(Raw data begins)

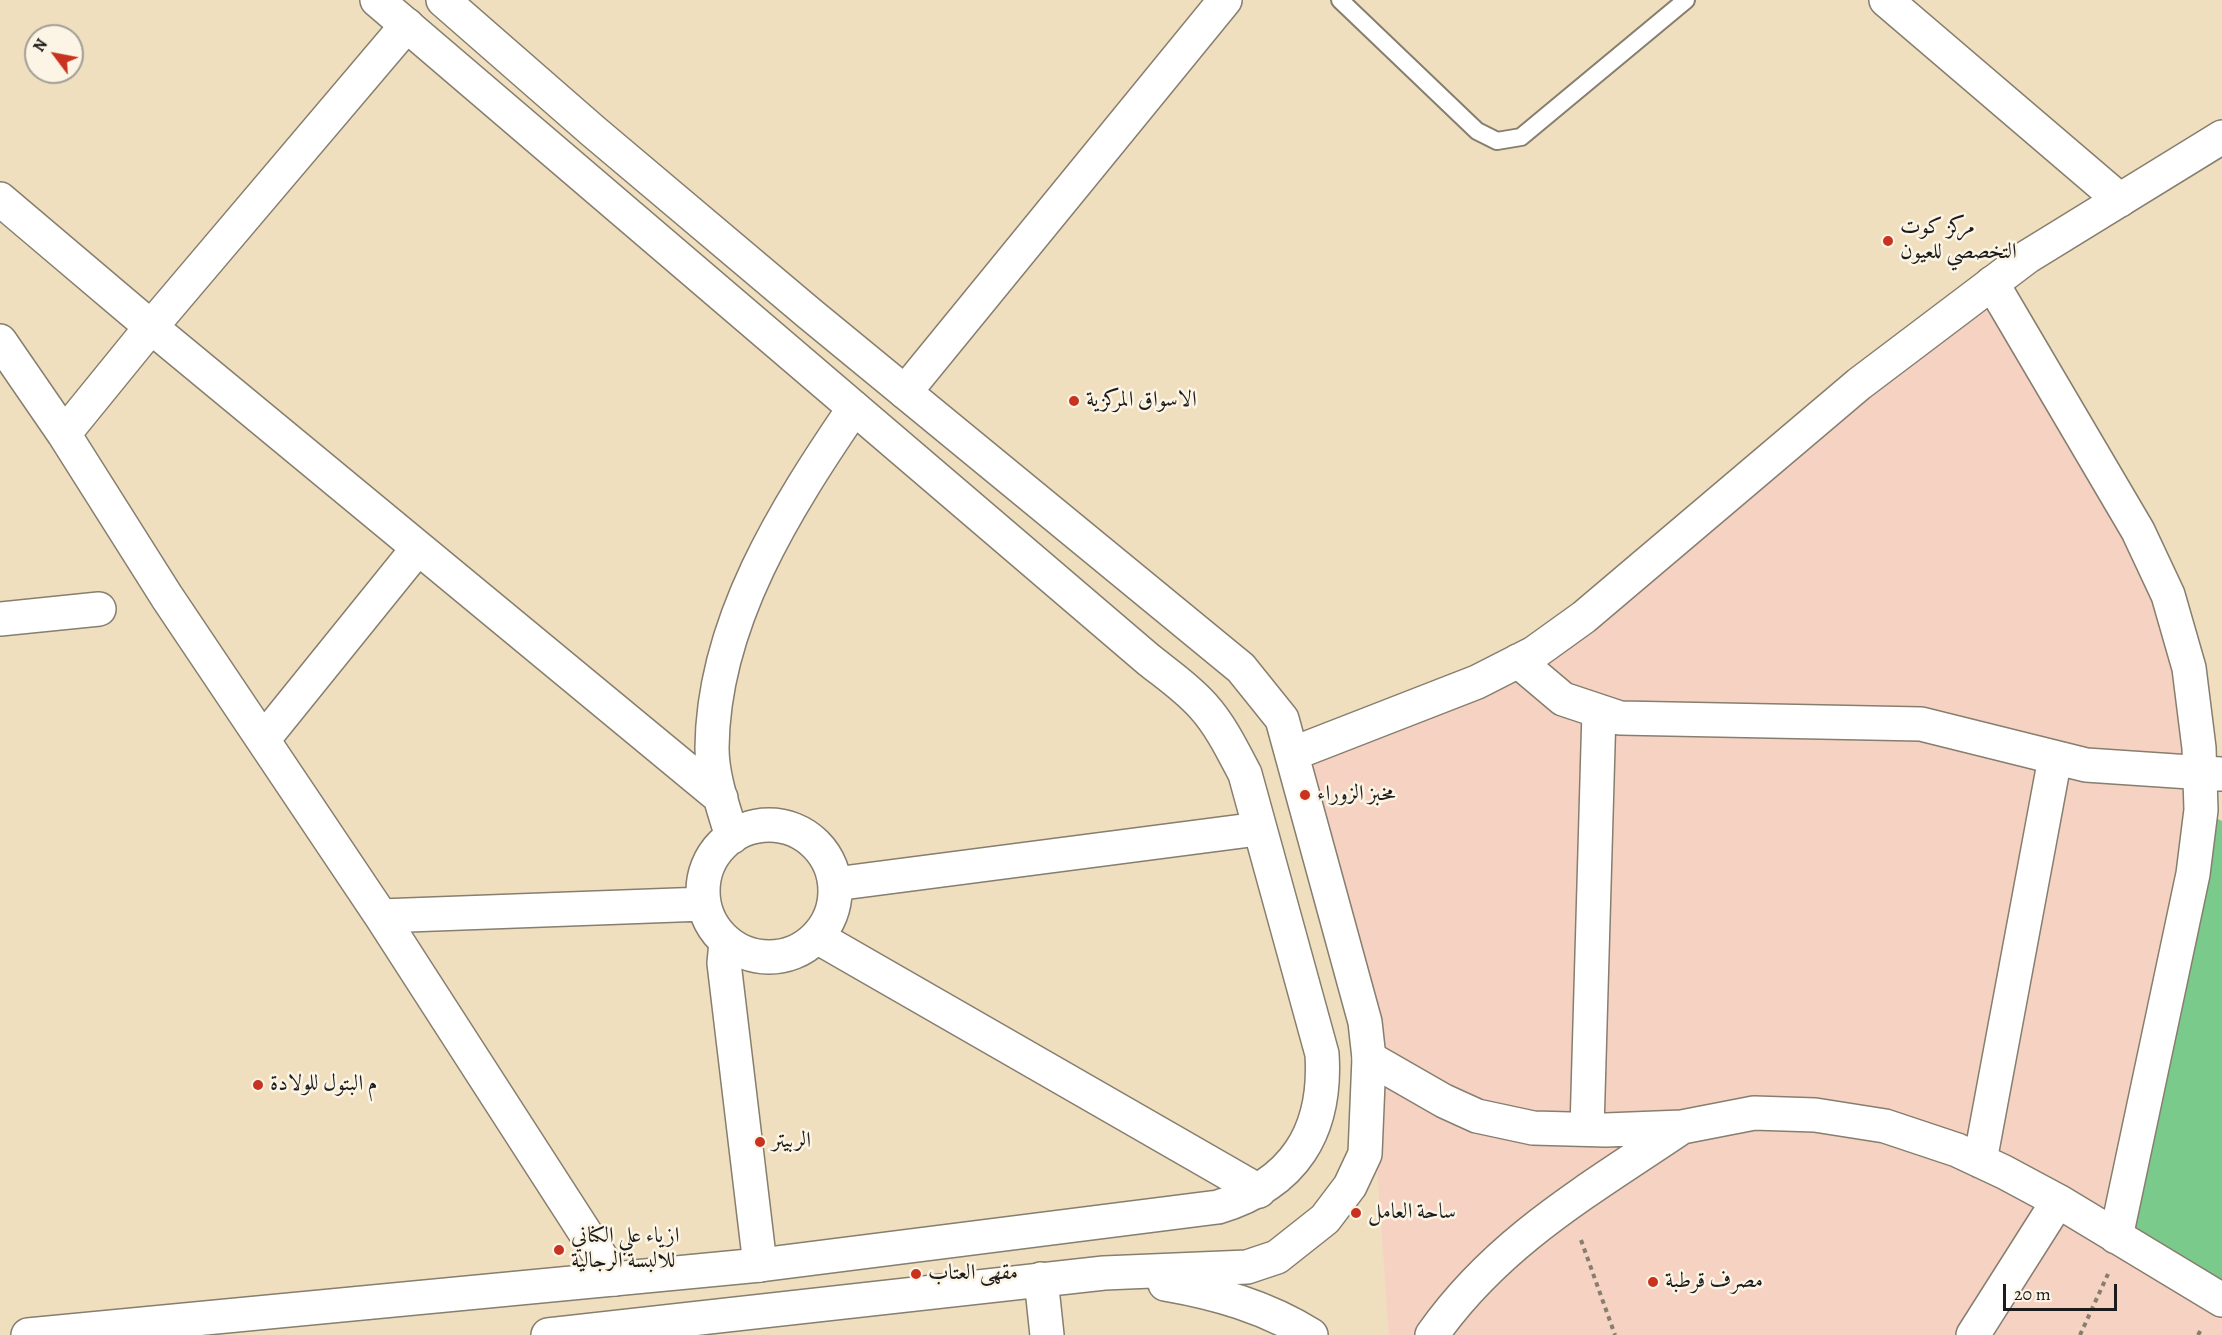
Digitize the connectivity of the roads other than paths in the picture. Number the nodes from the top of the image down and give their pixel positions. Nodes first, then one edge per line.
1 (377, 0) edge
2 (443, 0) edge
3 (1225, 0) edge
4 (1340, 0) edge
5 (1686, 0) edge
6 (1886, 0) edge
7 (407, 25) junction
8 (2222, 137) edge
9 (0, 199) edge
10 (2120, 200) junction
11 (1992, 283) junction
12 (151, 327) junction
13 (0, 341) edge
14 (905, 393) junction
15 (854, 408) junction
16 (64, 435) junction
17 (418, 548) junction
18 (99, 609) dead end
19 (0, 619) edge
20 (1518, 661) junction
21 (1599, 711) junction
22 (262, 740) junction
23 (1293, 754) junction
24 (2055, 758) junction
25 (2211, 774) edge
26 (721, 798) junction
27 (1258, 829) junction
28 (732, 837) junction
29 (835, 884) junction
30 (704, 904) junction
31 (381, 916) junction
32 (817, 937) junction
33 (726, 942) junction
34 (1369, 1058) junction
35 (1682, 1127) junction
36 (1587, 1129) junction
37 (1980, 1161) junction
38 (1259, 1191) junction
39 (2058, 1201) junction
40 (2120, 1239) junction
41 (760, 1265) junction
42 (1104, 1273) junction
43 (615, 1279) junction
44 (1041, 1279) junction
45 (2222, 1300) edge
46 (730, 1324) edge
47 (1444, 1330) edge
48 (28, 1335) edge
49 (548, 1335) edge
50 (1047, 1335) edge
51 (1311, 1335) edge
52 (1973, 1335) edge

1 - 7 street
2 - 14 street
3 - 14 street
4 - 5 lane
6 - 10 street
7 - 12 street
7 - 15 street
8 - 10 street
9 - 12 street
10 - 11 street
11 - 20 street
11 - 25 street
12 - 16 street
12 - 17 street
13 - 16 street
14 - 23 street
15 - 26 street
15 - 27 street
16 - 22 street
17 - 22 street
17 - 26 street
18 - 19 street
20 - 21 street
20 - 23 street
21 - 24 street
21 - 36 street
22 - 31 street
23 - 34 street
24 - 25 street
24 - 37 street
25 - 40 street
26 - 28 street
27 - 29 street
27 - 38 street
28 - 29 street
28 - 30 street
29 - 32 street
30 - 31 street
30 - 33 street
31 - 43 street
32 - 33 street
32 - 38 street
33 - 41 street
34 - 36 street
34 - 42 street
35 - 36 street
35 - 37 street
35 - 47 street
37 - 39 street
38 - 41 street
39 - 40 street
39 - 52 street
40 - 45 street
41 - 43 street
42 - 44 street
42 - 51 street
43 - 48 street
44 - 46 street
44 - 50 street
46 - 49 street

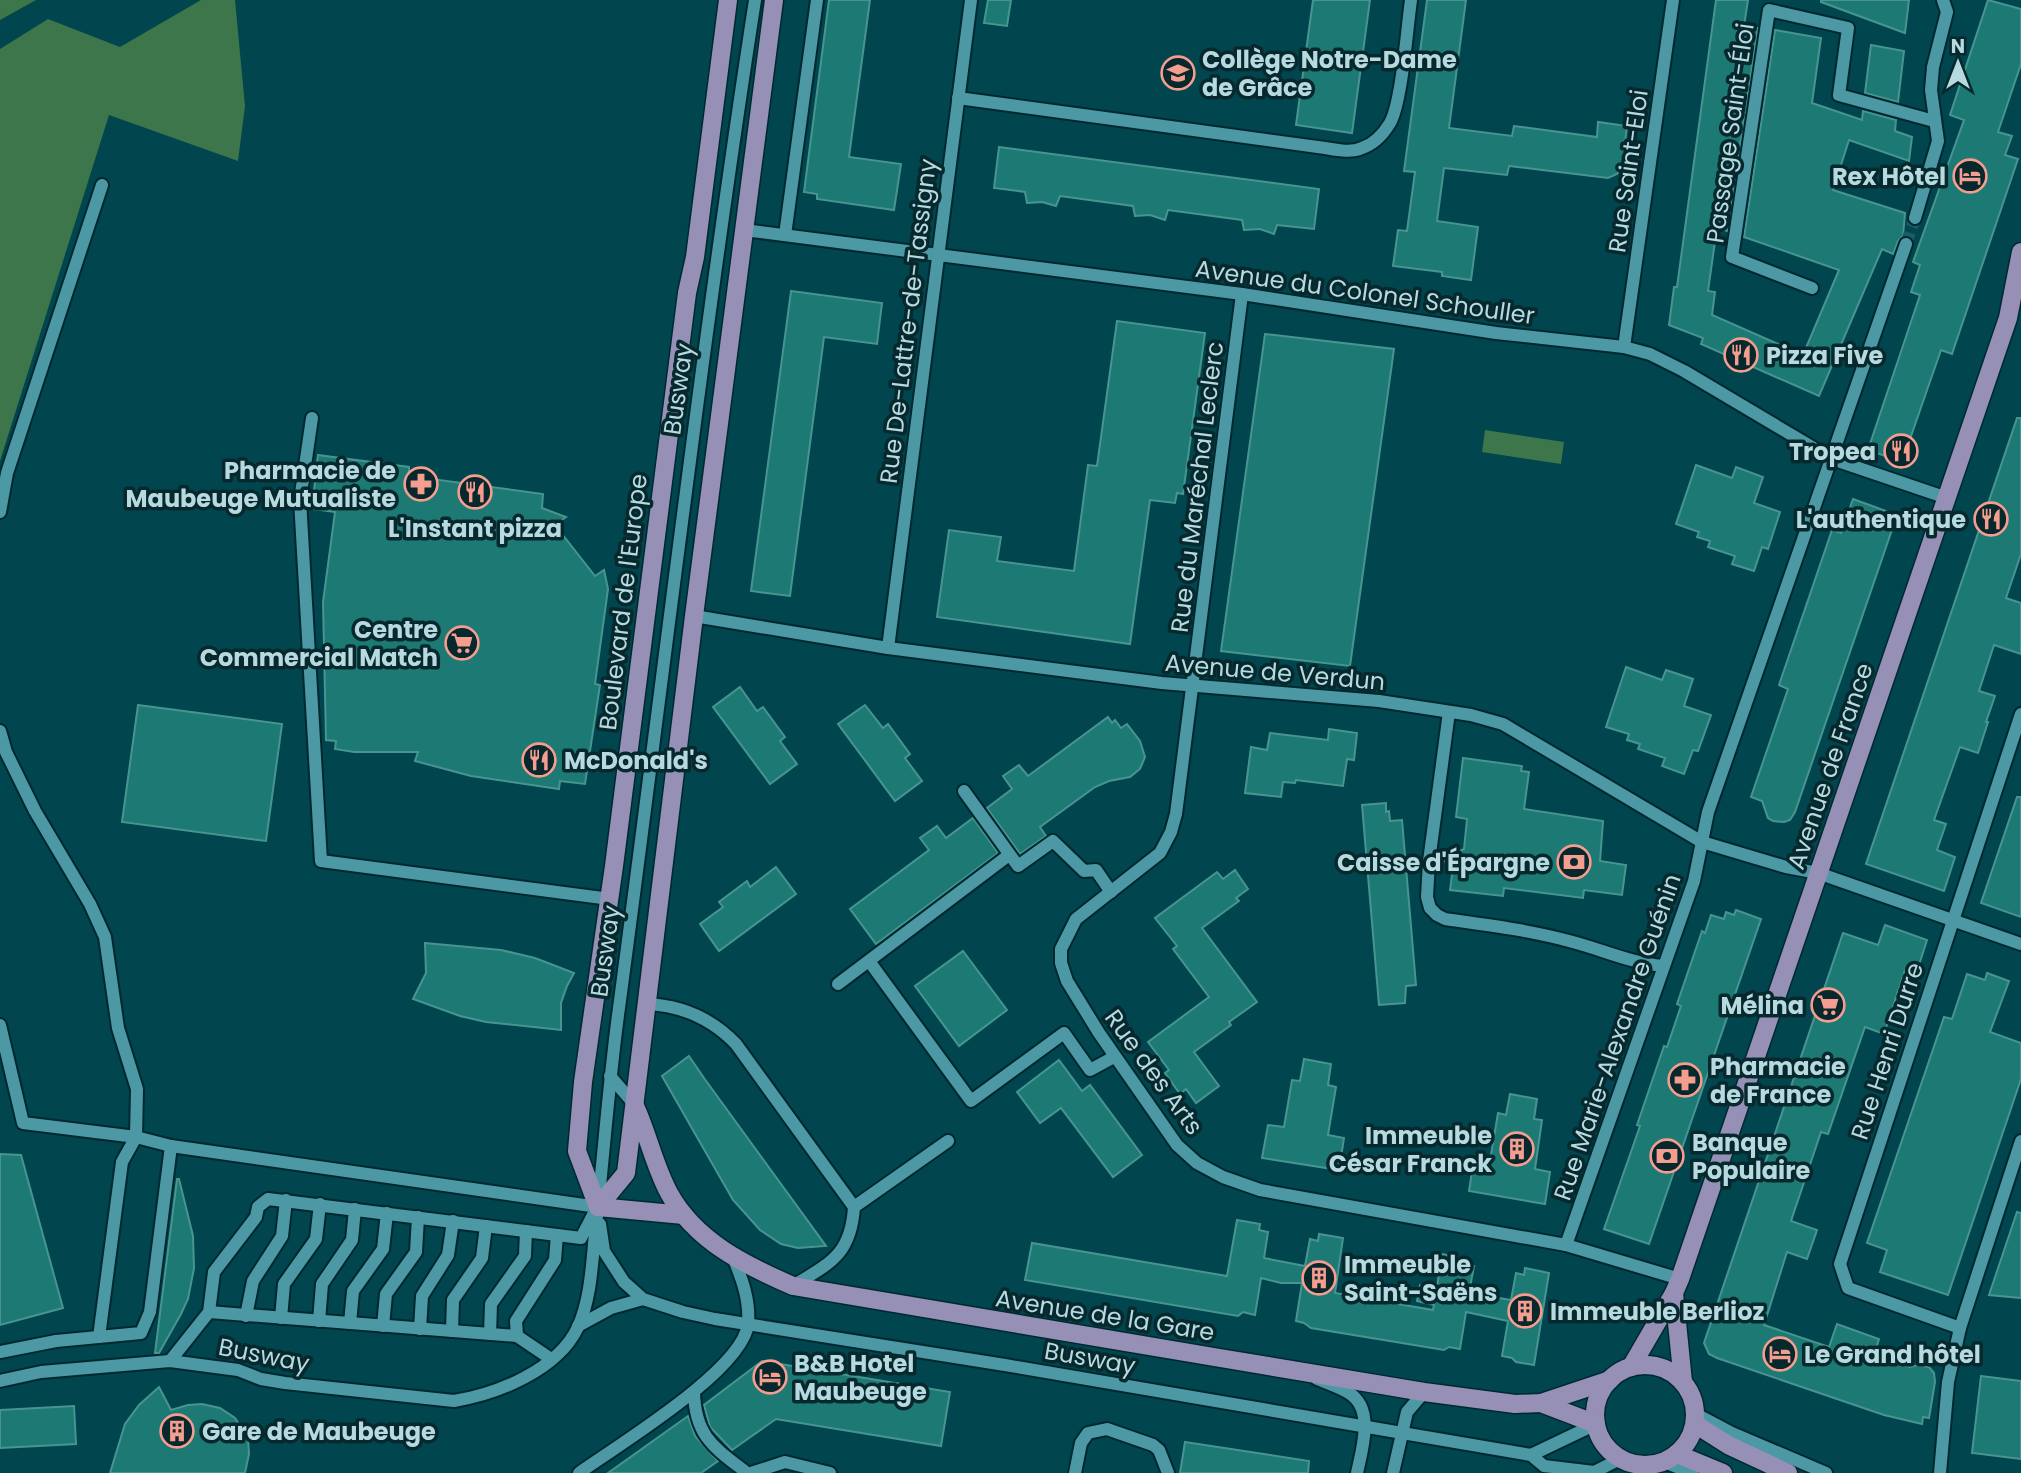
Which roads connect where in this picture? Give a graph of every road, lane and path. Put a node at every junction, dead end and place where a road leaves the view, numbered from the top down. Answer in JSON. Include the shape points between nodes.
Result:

(Raw data ends)

Instructions for the task: Only the lines from the one holding "Which roads connect" to the end of the entries above belong in the answer, each copied exactly.

Problem solution:
Which roads connect where in this picture? Give a graph of every road, lane and path. Put a node at every junction, dead end and place where a road leaves the view, numbered from the top down. Answer in JSON. Include the shape points between nodes.
Result:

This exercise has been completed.